口腔腫瘤內慢性發炎微環境中包括特定細菌族群，免疫細胞的浸潤以及發炎反應皆會影響到口腔癌細胞。但是細菌與口腔癌發炎環境相關性則尚未釐清。本研究主要建立細菌與口腔癌細胞株共同培養模式，探討口腔癌中口腔鏈球菌Streptococcus oralis以及Streptococcus mitis對口腔癌發炎環境所造成之影響。經由高劑量的細菌刺激之後，口腔癌細胞會產生高量的活性氧化物並導致細胞死亡。另一方面，在經由低劑量細菌或細菌細胞壁相關蛋白刺激之後，口腔癌細胞會增加促進腫瘤惡化、免疫細胞趨化相關激素的表現，包含IL-8、MCP-1、CCL20以及CCL22。並且刺激過後的細胞培養液能引起人類單核球細胞和T淋巴球的趨化。為進一步探討細菌刺激口腔癌細胞的訊號傳遞路徑，細胞處理NF-κB的抑制劑BAY-11-7082後會抑制細菌刺激產生MCP-1，而IL-8的產生則不受影響。另一方面，細胞處理STAT3的抑制劑Cpd188以及WP-1034後會抑制細菌刺激產生IL-8，MCP-1則不受影響。實驗結果顯示細菌會透過不同的訊息傳遞路徑活化癌細胞。由實驗結果推測，在口腔癌組織表層，高量的細菌刺激引發癌細胞死亡，產生組織潰爛的病理現象。而在癌組織內部，較少量的細菌刺激癌細胞產生細胞激素以及細胞趨化因子，促進免疫細胞浸潤至腫瘤組織，並加強腫瘤微環境的發炎反應。

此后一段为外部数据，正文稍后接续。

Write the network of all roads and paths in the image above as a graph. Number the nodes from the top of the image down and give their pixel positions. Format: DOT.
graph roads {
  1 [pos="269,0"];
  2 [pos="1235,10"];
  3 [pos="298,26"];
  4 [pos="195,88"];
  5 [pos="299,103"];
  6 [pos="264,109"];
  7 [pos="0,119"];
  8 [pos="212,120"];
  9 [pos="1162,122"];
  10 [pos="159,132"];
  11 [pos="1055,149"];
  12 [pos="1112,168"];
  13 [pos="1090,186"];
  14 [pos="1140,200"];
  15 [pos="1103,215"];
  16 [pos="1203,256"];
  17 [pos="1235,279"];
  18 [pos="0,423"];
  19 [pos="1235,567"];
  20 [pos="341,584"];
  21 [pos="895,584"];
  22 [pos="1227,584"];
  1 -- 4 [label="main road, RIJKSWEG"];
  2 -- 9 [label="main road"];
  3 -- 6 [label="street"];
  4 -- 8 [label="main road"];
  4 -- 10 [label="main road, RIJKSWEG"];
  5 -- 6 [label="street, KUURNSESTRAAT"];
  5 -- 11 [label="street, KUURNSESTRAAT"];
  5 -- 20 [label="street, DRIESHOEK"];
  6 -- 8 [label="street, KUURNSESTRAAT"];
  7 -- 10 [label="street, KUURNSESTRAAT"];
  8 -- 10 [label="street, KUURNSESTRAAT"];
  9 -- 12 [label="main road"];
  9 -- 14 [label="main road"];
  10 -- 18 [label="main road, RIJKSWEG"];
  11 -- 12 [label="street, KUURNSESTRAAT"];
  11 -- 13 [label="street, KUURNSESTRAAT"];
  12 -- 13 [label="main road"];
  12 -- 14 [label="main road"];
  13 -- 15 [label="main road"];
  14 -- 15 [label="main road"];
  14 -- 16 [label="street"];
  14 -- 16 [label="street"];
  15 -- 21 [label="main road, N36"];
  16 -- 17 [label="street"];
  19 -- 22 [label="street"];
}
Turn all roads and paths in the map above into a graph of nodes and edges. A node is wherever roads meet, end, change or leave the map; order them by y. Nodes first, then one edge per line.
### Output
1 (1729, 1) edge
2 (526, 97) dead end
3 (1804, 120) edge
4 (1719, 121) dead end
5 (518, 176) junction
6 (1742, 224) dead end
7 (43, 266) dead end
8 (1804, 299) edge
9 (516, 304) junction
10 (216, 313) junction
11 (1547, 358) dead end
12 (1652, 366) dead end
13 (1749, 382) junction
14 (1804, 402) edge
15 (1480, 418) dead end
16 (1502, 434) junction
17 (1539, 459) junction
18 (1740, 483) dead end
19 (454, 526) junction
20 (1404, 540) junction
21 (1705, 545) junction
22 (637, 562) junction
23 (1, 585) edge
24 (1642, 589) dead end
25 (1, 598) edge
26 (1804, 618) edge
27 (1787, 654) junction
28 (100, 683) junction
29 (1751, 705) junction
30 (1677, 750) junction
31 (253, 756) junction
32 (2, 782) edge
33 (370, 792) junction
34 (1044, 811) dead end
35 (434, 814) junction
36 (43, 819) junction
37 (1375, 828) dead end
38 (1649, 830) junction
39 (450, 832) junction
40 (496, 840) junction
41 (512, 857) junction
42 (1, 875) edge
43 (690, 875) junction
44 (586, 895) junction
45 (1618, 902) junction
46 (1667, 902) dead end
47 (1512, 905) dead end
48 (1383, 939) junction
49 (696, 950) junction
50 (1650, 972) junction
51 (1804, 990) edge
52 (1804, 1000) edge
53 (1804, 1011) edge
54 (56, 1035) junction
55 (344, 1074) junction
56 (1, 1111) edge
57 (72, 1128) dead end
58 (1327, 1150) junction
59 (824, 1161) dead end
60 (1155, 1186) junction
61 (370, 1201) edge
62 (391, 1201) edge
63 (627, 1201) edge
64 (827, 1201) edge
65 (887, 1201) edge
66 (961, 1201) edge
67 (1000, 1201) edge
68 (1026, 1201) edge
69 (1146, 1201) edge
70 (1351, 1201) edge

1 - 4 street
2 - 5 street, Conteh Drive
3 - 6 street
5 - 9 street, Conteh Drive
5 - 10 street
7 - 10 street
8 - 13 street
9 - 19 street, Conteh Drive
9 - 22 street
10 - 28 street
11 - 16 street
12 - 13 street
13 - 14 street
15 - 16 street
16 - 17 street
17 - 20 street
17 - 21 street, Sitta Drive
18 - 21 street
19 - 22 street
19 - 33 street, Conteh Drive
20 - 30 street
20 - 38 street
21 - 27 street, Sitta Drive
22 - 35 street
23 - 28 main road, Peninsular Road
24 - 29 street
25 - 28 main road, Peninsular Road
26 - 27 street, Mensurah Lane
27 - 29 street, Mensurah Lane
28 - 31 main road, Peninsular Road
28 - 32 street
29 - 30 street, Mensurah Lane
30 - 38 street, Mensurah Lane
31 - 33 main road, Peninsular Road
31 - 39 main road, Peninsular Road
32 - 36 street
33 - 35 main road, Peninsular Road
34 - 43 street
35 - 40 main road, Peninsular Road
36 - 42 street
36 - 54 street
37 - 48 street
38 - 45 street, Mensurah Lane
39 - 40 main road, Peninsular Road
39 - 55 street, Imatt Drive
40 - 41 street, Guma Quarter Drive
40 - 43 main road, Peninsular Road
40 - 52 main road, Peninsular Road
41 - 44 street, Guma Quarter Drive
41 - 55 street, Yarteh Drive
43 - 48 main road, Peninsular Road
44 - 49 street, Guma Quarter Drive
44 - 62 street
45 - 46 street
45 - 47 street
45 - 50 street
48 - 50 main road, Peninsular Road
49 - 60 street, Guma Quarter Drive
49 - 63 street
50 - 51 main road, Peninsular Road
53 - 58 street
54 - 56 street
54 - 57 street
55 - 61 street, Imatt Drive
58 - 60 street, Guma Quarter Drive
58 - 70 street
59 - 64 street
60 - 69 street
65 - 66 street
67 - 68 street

In tumor microenvironment, the presence of special bacteria, inflammation, and immune cells infiltration significantly influence on oral cancer. However, the relationship of bacteria and oral cancer were not clear. In order to examine the interaction between Streptococcus oralis, Streptococcus mitis and oral cancer cells (OCCs), the in vitro co-culture system of the special streptococci with OCCs is established. At higher multiplicities of infection (MOI), the OCCs generate high levels of ROS leading to cell death. At lower MOI, streptococci-stimulated OCCs expressed IL-8、MCP-1、CCL20 and CCL22 transcript and secret IL-8 and MCP-1 protein which were involved with cancer progression and immune cell recruitment. The conditioned medium from streptococci-stimulated OCCs had the ability to chemotaxis of human monocytic and T cells. MCP-1 was inhibited by NF-κB inhibitor BAY-11-7082 and IL-8 was inhibited by STAT3 inhibitor Cpd188 and WP-1034 demonstrated that bacteria can activate OCCs through different pathways. These data implied that higher amount of bacteria present in superficial of tumor leading to tissues necrosis and ulceration. In deeper tumor, lower amount of bacteria stimulated cancer cells to secret cytokine/chemokines leading immune cell infiltration, and augment the inflammation response in tumor microenvironment.